Figure 1. TFAM is captured from mitochondrial extracts with CSBII G4-DNA by pull-down assays.

Experiments were carried out with bulk magnetic beads (control beads), beads coated with CSBII DNA-G4 (G4 beads) or with the corresponding CSBII dsDNA fragment (dsDNA beads). Bound proteins were revealed by Western blot after SDS-PAGE. (a) Pull-down assays using mitochondrial fractions incubated with the indicated beads in the presence of 0.5% Triton X-100. Lane ‘Supernatant’ corresponds to the mitochondrial extract after incubation with each type of beads, and which was used as a control of the input material with Porin as a reference.
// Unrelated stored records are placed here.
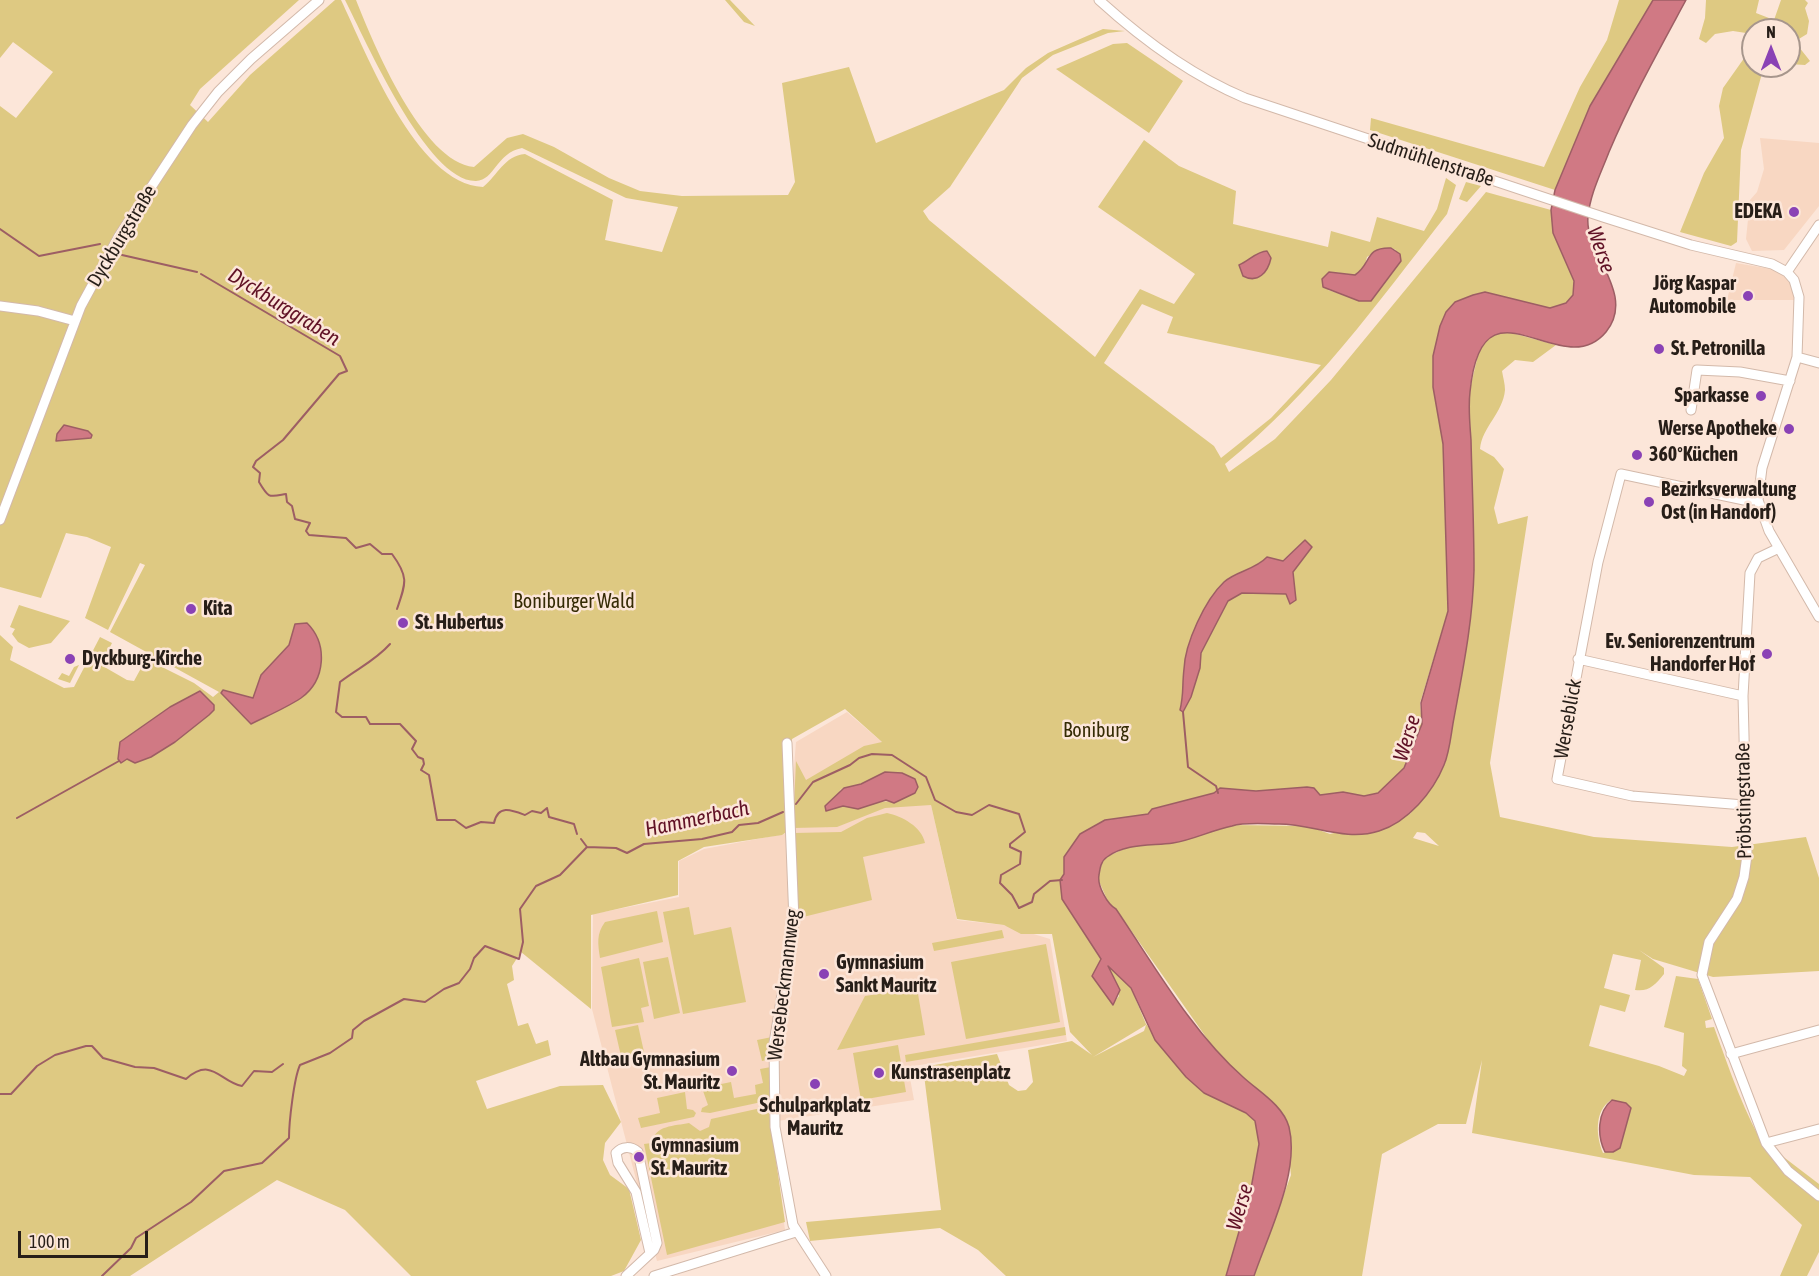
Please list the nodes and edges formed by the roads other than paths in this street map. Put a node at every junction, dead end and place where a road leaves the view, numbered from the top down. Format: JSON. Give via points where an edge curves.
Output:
{"nodes":[{"id":1,"x":319,"y":0,"type":"edge"},
{"id":2,"x":1099,"y":0,"type":"edge"},
{"id":3,"x":1819,"y":225,"type":"edge"},
{"id":4,"x":1787,"y":272,"type":"junction"},
{"id":5,"x":0,"y":306,"type":"edge"},
{"id":6,"x":75,"y":321,"type":"junction"},
{"id":7,"x":1797,"y":357,"type":"junction"},
{"id":8,"x":1819,"y":363,"type":"edge"},
{"id":9,"x":1790,"y":381,"type":"junction"},
{"id":10,"x":1691,"y":410,"type":"dead end"},
{"id":11,"x":1758,"y":500,"type":"junction"},
{"id":12,"x":0,"y":520,"type":"edge"},
{"id":13,"x":1779,"y":548,"type":"junction"},
{"id":14,"x":1819,"y":617,"type":"edge"},
{"id":15,"x":1578,"y":659,"type":"junction"},
{"id":16,"x":1743,"y":696,"type":"junction"},
{"id":17,"x":787,"y":743,"type":"dead end"},
{"id":18,"x":1744,"y":805,"type":"junction"},
{"id":19,"x":1819,"y":1030,"type":"edge"},
{"id":20,"x":1731,"y":1054,"type":"junction"},
{"id":21,"x":1819,"y":1129,"type":"edge"},
{"id":22,"x":1766,"y":1143,"type":"junction"},
{"id":23,"x":1819,"y":1196,"type":"edge"},
{"id":24,"x":794,"y":1228,"type":"junction"},
{"id":25,"x":650,"y":1253,"type":"junction"},
{"id":26,"x":626,"y":1276,"type":"edge"},
{"id":27,"x":654,"y":1276,"type":"edge"},
{"id":28,"x":826,"y":1276,"type":"edge"}],
"edges":[{"from":1,"to":6,"type":"street","name":"Dyckburgstraße","via":[[241,68],[198,116],[113,246]]},
{"from":2,"to":4,"type":"street","name":"Sudmühlenstraße","via":[[1152,45],[1226,90],[1603,217],[1690,245],[1772,264]]},
{"from":3,"to":4,"type":"street"},
{"from":4,"to":7,"type":"street","via":[[1799,297]]},
{"from":5,"to":6,"type":"street"},
{"from":6,"to":12,"type":"street","name":"Dyckburgstraße"},
{"from":7,"to":8,"type":"street"},
{"from":7,"to":9,"type":"street"},
{"from":9,"to":10,"type":"street","via":[[1740,372],[1697,370]]},
{"from":9,"to":11,"type":"street","via":[[1764,461]]},
{"from":11,"to":13,"type":"street"},
{"from":11,"to":15,"type":"street","name":"Werseblick","via":[[1621,474]]},
{"from":13,"to":14,"type":"street"},
{"from":13,"to":16,"type":"street","name":"Pröbstingstraße","via":[[1758,558],[1750,573]]},
{"from":15,"to":16,"type":"street"},
{"from":15,"to":18,"type":"street","name":"Werseblick","via":[[1557,780],[1632,796]]},
{"from":16,"to":18,"type":"street","name":"Pröbstingstraße"},
{"from":17,"to":24,"type":"street","name":"Wersebeckmannweg","via":[[794,921],[776,1026],[774,1107]]},
{"from":18,"to":20,"type":"street","name":"Pröbstingstraße","via":[[1744,877],[1737,899],[1709,942],[1702,975]]},
{"from":19,"to":20,"type":"street"},
{"from":20,"to":22,"type":"street","name":"Pröbstingstraße"},
{"from":21,"to":22,"type":"street"},
{"from":22,"to":23,"type":"street","name":"Pröbstingstraße","via":[[1788,1171]]},
{"from":24,"to":27,"type":"street"},
{"from":24,"to":28,"type":"street"},
{"from":25,"to":25,"type":"street","via":[[656,1248],[657,1239],[639,1157],[635,1149],[624,1148],[618,1151],[616,1160],[636,1192]]},
{"from":25,"to":26,"type":"street"}]}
The NaCl concentration at each elution step is indicated. For the naked and G4 beads, the gels show two washing steps to evince the specificity of the assay. The amounts of TFAM at the supernatants are inversely proportional to the ones eluted with NaCl. (b) Pull-down assays performed with recombinant TFAM (rTFAM) incubated with G4 (lanes 2–5) or control beads (6–9) that show non-specific binding upon blockage with appropriate buffer. Bound rTFAM was eluted with the indicated amounts of NaCl after three washings steps. Note the efficient blockage of TFAM binding to the control beads.